I faced a problem recently with a 3rd party library which generates classes from a xml. Here is a gist of it:
class B;
class A
{
void doSomething();
friend class B;
};
class B
{
void doSomething();
void doSomethingMore()
{
doSomething();
}
};
The compiler flags call to the function doSomething() as ambiguous and flags it as an compiler error. It is easy to understand why it gives the error.Class B being friend of class A, every member of class B has access to all the members of class A. Renaming of the either of functions resolved my problem but it got me thinking that shouldn’t in this case the compiler should give a priority to the class’s own member function over the function in another class of which it is a friend?

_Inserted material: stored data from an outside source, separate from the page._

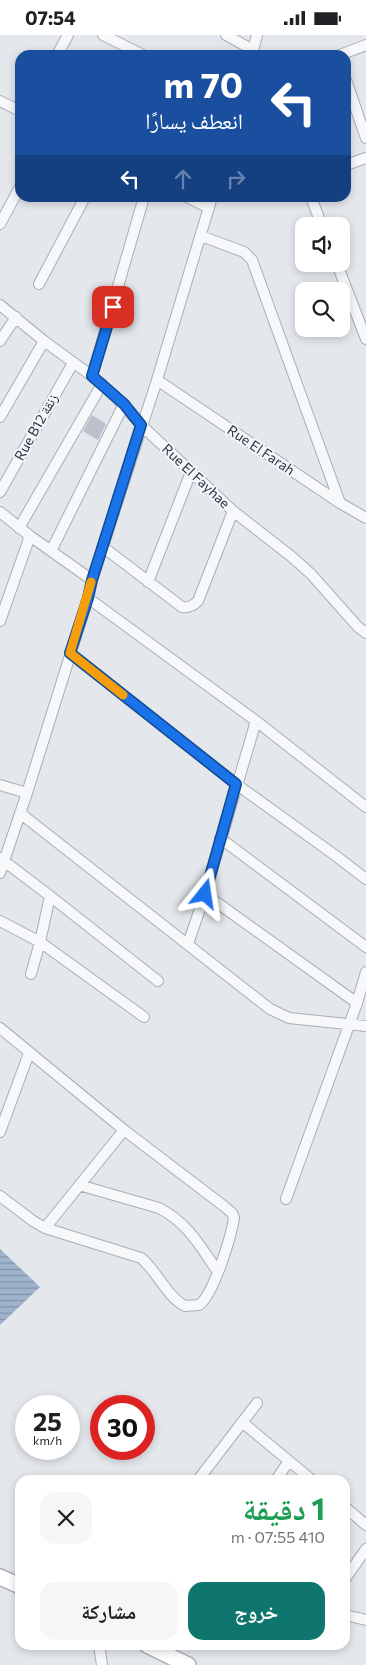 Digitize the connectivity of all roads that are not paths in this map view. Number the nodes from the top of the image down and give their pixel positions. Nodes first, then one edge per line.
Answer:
1 (68, 35) edge
2 (103, 35) edge
3 (226, 35) edge
4 (257, 35) edge
5 (366, 45) edge
6 (60, 50) edge
7 (132, 50) edge
8 (248, 50) edge
9 (253, 50) edge
10 (351, 51) edge
11 (351, 94) edge
12 (0, 101) edge
13 (366, 101) edge
14 (355, 105) junction
15 (15, 108) edge
16 (366, 138) edge
17 (366, 158) edge
18 (351, 163) edge
19 (15, 196) edge
20 (82, 202) edge
21 (143, 202) edge
22 (196, 202) edge
23 (211, 202) edge
24 (313, 202) edge
25 (209, 209) junction
26 (319, 217) edge
27 (0, 224) edge
28 (201, 236) junction
29 (339, 272) edge
30 (38, 284) dead end
31 (0, 305) edge
32 (16, 317) junction
33 (365, 332) edge
34 (0, 341) edge
35 (44, 341) junction
36 (73, 363) junction
37 (92, 376) junction
38 (157, 380) junction
39 (102, 383) junction
40 (124, 404) junction
41 (0, 417) edge
42 (141, 425) junction
43 (191, 473) junction
44 (0, 492) edge
45 (340, 503) junction
46 (233, 511) junction
47 (0, 512) edge
48 (366, 518) edge
49 (19, 528) junction
50 (30, 536) junction
51 (103, 547) junction
52 (51, 551) junction
53 (92, 580) junction
54 (148, 582) junction
55 (4, 595) edge
56 (88, 598) junction
57 (0, 621) edge
58 (366, 633) edge
59 (70, 653) junction
60 (256, 721) junction
61 (236, 784) junction
62 (0, 785) edge
63 (27, 793) junction
64 (366, 807) edge
65 (20, 813) junction
66 (220, 838) junction
67 (2, 859) edge
68 (0, 873) edge
69 (366, 879) edge
70 (205, 894) junction
71 (50, 896) junction
72 (0, 921) edge
73 (40, 942) junction
74 (188, 944) junction
75 (366, 947) edge
76 (366, 972) edge
77 (31, 974) dead end
78 (158, 981) dead end
79 (357, 1003) junction
80 (144, 1017) dead end
81 (349, 1025) junction
82 (366, 1026) edge
83 (0, 1028) edge
84 (29, 1053) junction
85 (124, 1130) junction
86 (0, 1132) edge
87 (79, 1185) junction
88 (0, 1196) edge
89 (286, 1199) dead end
90 (45, 1228) junction
91 (218, 1272) junction
92 (257, 1403) dead end
93 (242, 1422) junction
94 (289, 1461) junction
95 (202, 1475) edge
96 (279, 1475) edge
97 (306, 1475) edge
98 (350, 1511) edge
99 (366, 1525) edge
100 (366, 1549) edge
101 (350, 1572) edge
102 (0, 1577) edge
103 (15, 1584) edge
104 (350, 1616) edge
105 (366, 1620) edge
106 (100, 1650) edge
107 (157, 1650) edge
108 (102, 1665) edge
109 (188, 1665) edge

1 - 6 street
2 - 7 street
3 - 8 street
4 - 9 street
5 - 10 street
11 - 14 street
12 - 15 street
13 - 14 street
14 - 16 street
17 - 18 street
19 - 27 street
20 - 30 street
21 - 37 street
22 - 25 street
23 - 25 street
24 - 26 street
25 - 28 street
28 - 38 street
28 - 45 street
29 - 33 street
31 - 32 street, Rue El Fayhae
32 - 34 street
32 - 35 street, Rue El Fayhae
35 - 36 street, Rue El Fayhae
35 - 41 street
36 - 37 street, Rue El Fayhae
36 - 44 street, Rue B12 زنقة
37 - 39 street, Rue El Fayhae
38 - 42 street
38 - 45 street, Rue El Farah
39 - 40 street, Rue El Fayhae
39 - 49 street
40 - 42 street, Rue El Fayhae
40 - 52 street
42 - 43 street, Rue El Fayhae
42 - 51 street
43 - 46 street, Rue El Fayhae
43 - 54 street
45 - 48 street, Rue El Farah
46 - 54 street
46 - 58 street, Rue El Fayhae
47 - 49 street
49 - 50 street
50 - 52 street
50 - 55 street
51 - 53 street
51 - 54 street
52 - 53 street
53 - 56 street
55 - 57 street
56 - 59 street
56 - 60 street
59 - 61 street
59 - 63 street
60 - 61 street
60 - 64 street
61 - 66 street
61 - 69 street
62 - 63 street
63 - 65 street
65 - 67 street
65 - 74 street
66 - 70 street
66 - 75 street
67 - 68 street
67 - 71 street
70 - 74 street
70 - 79 street
71 - 73 street
71 - 78 street
72 - 73 street
73 - 77 street
73 - 80 street
74 - 81 street
76 - 79 street
79 - 81 street
81 - 82 street
81 - 89 street
83 - 84 street
84 - 85 street
84 - 86 street
85 - 87 street
85 - 91 street
87 - 90 street
87 - 91 street
88 - 90 street
90 - 91 street
92 - 93 street
93 - 94 street
93 - 95 street
94 - 96 street
94 - 97 street
98 - 99 street
100 - 101 street
102 - 103 street
104 - 105 street
106 - 108 street
107 - 109 street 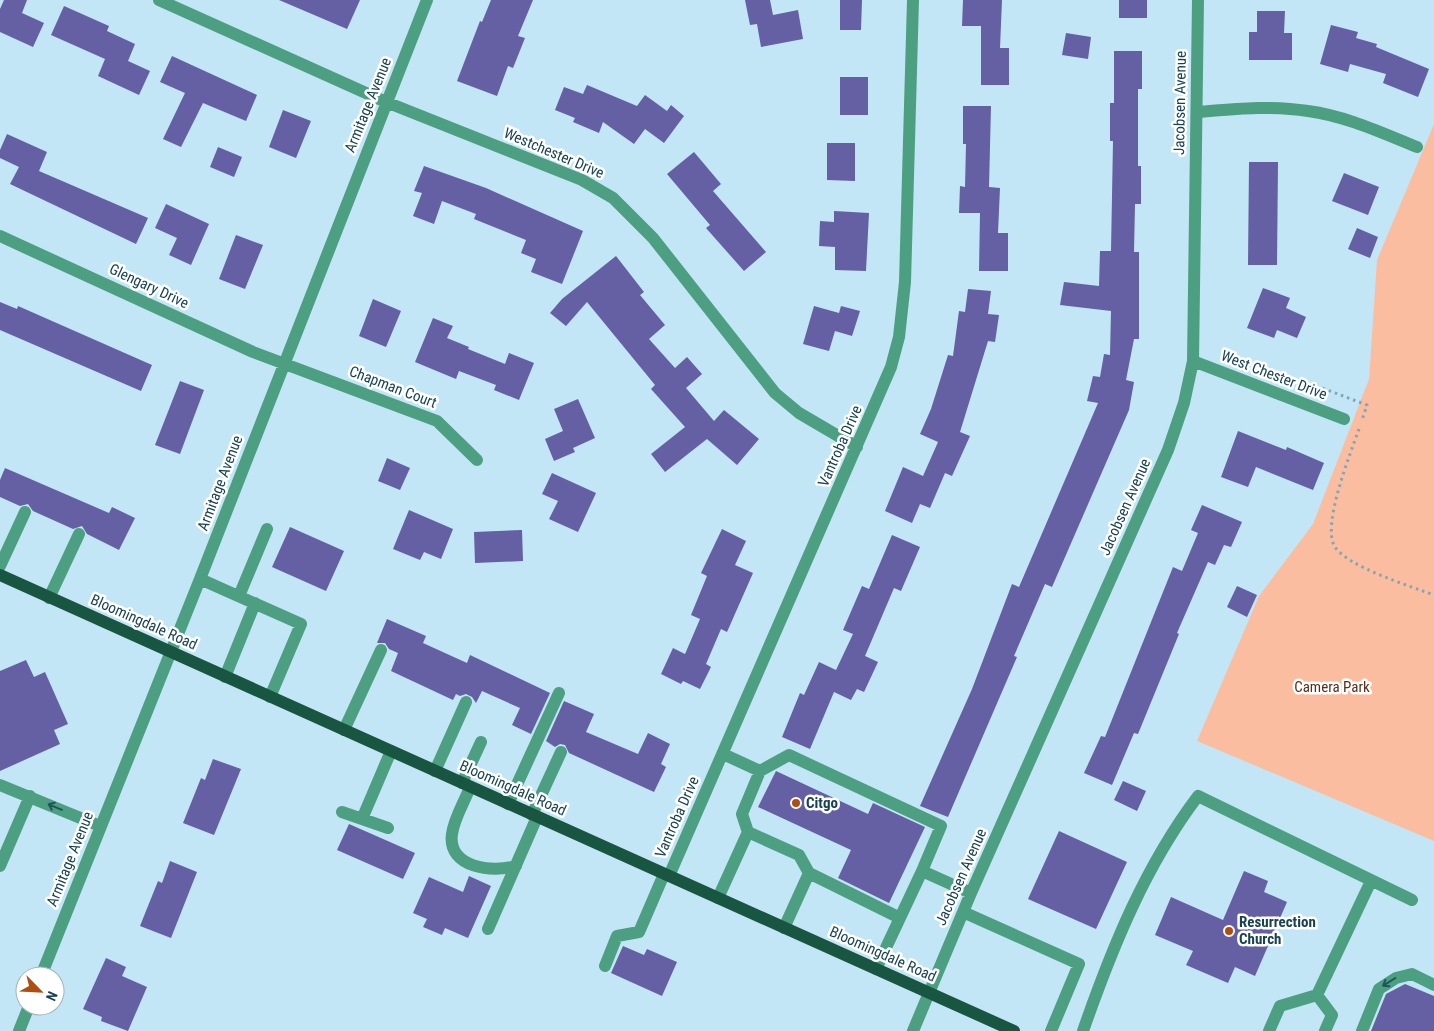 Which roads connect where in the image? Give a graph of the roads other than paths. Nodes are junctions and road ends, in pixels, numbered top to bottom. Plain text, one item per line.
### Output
1 (159, 0) edge
2 (427, 0) edge
3 (913, 0) edge
4 (1198, 0) edge
5 (386, 102) junction
6 (1196, 112) junction
7 (1417, 147) dead end
8 (0, 236) edge
9 (285, 362) junction
10 (1193, 362) junction
11 (1344, 420) dead end
12 (857, 447) junction
13 (477, 460) dead end
14 (24, 512) dead end
15 (267, 529) dead end
16 (79, 534) dead end
17 (0, 566) edge
18 (0, 575) edge
19 (200, 579) junction
20 (239, 596) junction
21 (50, 598) junction
22 (255, 603) junction
23 (381, 650) dead end
24 (171, 652) junction
25 (225, 677) junction
26 (559, 693) dead end
27 (270, 697) junction
28 (466, 702) dead end
29 (344, 730) junction
30 (481, 742) dead end
31 (391, 751) junction
32 (561, 752) dead end
33 (723, 754) junction
34 (435, 771) junction
35 (760, 771) junction
36 (0, 785) edge
37 (466, 785) junction
38 (30, 796) junction
39 (508, 804) junction
40 (342, 812) dead end
41 (535, 816) junction
42 (362, 819) junction
43 (100, 826) junction
44 (388, 828) dead end
45 (748, 832) junction
46 (0, 866) edge
47 (516, 866) junction
48 (922, 871) junction
49 (809, 873) junction
50 (667, 875) junction
51 (1371, 881) junction
52 (971, 893) junction
53 (718, 898) junction
54 (1412, 900) dead end
55 (963, 912) junction
56 (900, 918) junction
57 (488, 928) dead end
58 (784, 928) junction
59 (45, 966) edge
60 (605, 966) dead end
61 (876, 969) junction
62 (1434, 985) edge
63 (928, 992) junction
64 (1317, 995) junction
65 (25, 1016) edge
66 (19, 1031) edge
67 (913, 1031) edge
68 (1014, 1031) edge
69 (1051, 1031) edge
70 (1083, 1031) edge
71 (1269, 1031) edge
72 (1325, 1031) edge
73 (1362, 1031) edge

1 - 5 street, Westchester Drive
2 - 5 street, Armitage Avenue
3 - 12 street, Vantroba Drive
4 - 6 street, Jacobsen Avenue
5 - 9 street, Armitage Avenue
5 - 12 street, Westchester Drive
6 - 7 street
6 - 10 street, Jacobsen Avenue
8 - 9 street, Glengary Drive
9 - 13 street, Chapman Court
9 - 19 street, Armitage Avenue
10 - 11 street, West Chester Drive
10 - 52 street, Jacobsen Avenue
12 - 33 street, Vantroba Drive
14 - 17 street
15 - 20 street
16 - 21 street
18 - 21 main road, Bloomingdale Road
19 - 20 street
19 - 24 street, Armitage Avenue
20 - 22 street
21 - 24 main road, Bloomingdale Road
22 - 25 street
22 - 27 street
23 - 29 street
24 - 25 main road, Bloomingdale Road
24 - 43 street, Armitage Avenue
25 - 27 main road, Bloomingdale Road
26 - 39 street
27 - 29 main road, Bloomingdale Road
28 - 34 street
29 - 31 main road, Bloomingdale Road
30 - 37 street
31 - 34 main road, Bloomingdale Road
31 - 42 street
32 - 41 street
33 - 35 street
33 - 50 street, Vantroba Drive
34 - 37 main road, Bloomingdale Road
35 - 45 street
35 - 48 street
36 - 38 street
37 - 39 main road, Bloomingdale Road
37 - 47 street
43 -> 38 street
38 - 46 street
39 - 41 main road, Bloomingdale Road
40 - 42 street
41 - 47 street
41 - 50 main road, Bloomingdale Road
42 - 44 street
43 - 59 street, Armitage Avenue
45 - 49 street
45 - 53 street
47 - 57 street
48 - 52 street
48 - 56 street
49 - 56 street
49 - 58 street
50 - 53 main road, Bloomingdale Road
50 - 60 street, Vantroba Drive
51 - 54 street
51 - 64 street
51 - 70 street
52 - 55 street, Jacobsen Avenue
53 - 58 main road, Bloomingdale Road
55 - 63 street, Jacobsen Avenue
55 - 69 street
56 - 61 street
58 - 61 main road, Bloomingdale Road
61 - 63 main road, Bloomingdale Road
62 -> 73 street
63 - 67 street, Jacobsen Avenue
63 - 68 main road, Bloomingdale Road
64 - 71 street
64 - 72 street
65 - 66 street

Note: I will update the compiler version details tomorrow..Need to check the exact version details at the workplace. I guess i should have got them in first place..:(
[Problem Update & Resolution]
I checked out again with a small sample program and my bad the problem is not with the ambiguity due to friend functions. The 3rd party library internally generates a function with the same signature and inside the same class which causes the ambiguity. Thanks for the replies, at least my misconception got corrected 🙂
There is no ambiguity. The function called in A requires an A instance. The function called in B requires a B instance.
doSomethingMore is called on a B instance and therefore the function that gets called is the one in B.
You seem to have misunderstood friendship. All it means is that, in this case, given an instance of A, member functions of B can call the A::doSomething() function or do anything else in A that has private access.